Manufacturing fell by 11,000 in November, following a 15,000 drop in October. Construction continues to decline from subprime problems and excess supply of unsold housing. Construction jobs fell 24,000 after a 9,000 decline in October. Natural resources & mining edged up 2.000 in November.

On the inflation front, average hourly earnings posted a 0.5 percent surge in November, following a 0.1 percent increase in October. The November rise in wages was above the consensus forecast for a 0.3 percent increase. The average workweek in November was unchanged at 33.8 hours and matched the consensus expectations.

Manufacturing may not be as soft as suggested by employment alone. The average workweek edged up from 41.2 hours in October to 41.3 hours in November. Aggregate hours in manufacturing rebounded 0.2 percent in November, following a 0.4 percent decrease in October. The November increase suggests that industrial production is likely to be modestly positive for the month.

Turning to the household survey, the civilian unemployment rate held steady at 4.7 percent in November. The consensus had expected a 0.1 percentage point rise to 4.8 percent. Household employment surged 696,000 in November, following a 250,000 drop the prior month. The household survey has a much smaller sample size than the payroll survey and is more volatile. The labor force rose by 617,000 in November, while the number of unemployed fell 78,000.

Today's report shows a moderately healthy labor sector and even one where labor markets are somewhat tight and possibly with upward pressure on wages. Were the Fed not concerned about problems in the credit markets, today's report would not support an interest rate cut by the Fed. But given the problems in credit markets and in housing, the report is not strong enough to stand in the way of at least a 25 basis point interest rate cut.

Market Consensus Before Announcement
Nonfarm payroll employment in October came in quite strong while wage inflation actually eased. Nonfarm payroll employment in October jumped 166,000, following revised increases of 96,000 in September and 93,000 in August. But initial unemployment claims have since risen and point toward sluggish job gains for November. Construction jobs are likely to post another decline along with manufacturing. And we could see some sizeable losses in financial services as a result of subprime fallout. Layoffs are likely to lead to a modest increase in the unemployment rate which came in unchanged at 4.7 percent in October. But look for a soft increase in wages, which posted a 0.2 percent rise in October, following a 0.3 percent boost in September. Only a very robust employment report would derail a Fed rate cut on December 11 and that is not likely.

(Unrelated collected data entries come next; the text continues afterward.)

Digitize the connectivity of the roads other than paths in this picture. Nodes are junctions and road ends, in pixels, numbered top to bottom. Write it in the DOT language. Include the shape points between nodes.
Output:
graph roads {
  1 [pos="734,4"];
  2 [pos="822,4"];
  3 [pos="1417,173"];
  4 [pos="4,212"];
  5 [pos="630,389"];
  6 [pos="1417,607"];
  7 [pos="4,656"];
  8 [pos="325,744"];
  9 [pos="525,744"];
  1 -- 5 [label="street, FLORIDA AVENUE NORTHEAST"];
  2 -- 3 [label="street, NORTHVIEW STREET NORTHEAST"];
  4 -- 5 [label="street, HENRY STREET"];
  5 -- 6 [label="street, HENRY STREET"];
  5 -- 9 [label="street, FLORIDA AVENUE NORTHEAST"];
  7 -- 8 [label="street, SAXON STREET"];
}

Nonfarm payrolls Consensus Forecast for November 07: +65,000
Range: -10,000 to +100,000

Unemployment rate Consensus Forecast for November 07: 4.8 percent
Range: 4.8 to 4.8 percent

Average workweek Consensus Forecast for November 07: 33.8 hours
Range: 33.8 to 33.8 hours

Average hourly earnings Consensus Forecast for November 07: +0.3 percent
Range: +0.2 to +0.4 percent
Trends
[Chart] During the mature phase of an economic expansion, monthly payrolls gains of 150,000 or so are considered relatively healthy. In the early stages of recovery though, gains are expected to surpass 250,000 per month.

[Chart] The civilian unemployment rate is a lagging indicator of economic activity. During a recession, many people leave the labor force entirely, so the jobless rate may not increase as much as expected.

This means that the jobless rate may continue to increase in the early stages of recovery because more people are returning to the labor force as they believe they will be able to find work. The civilian unemployment rate tends towards greater stability than payroll employment on a monthly basis. It reveals the degree to which labor resources are utilized in the economy.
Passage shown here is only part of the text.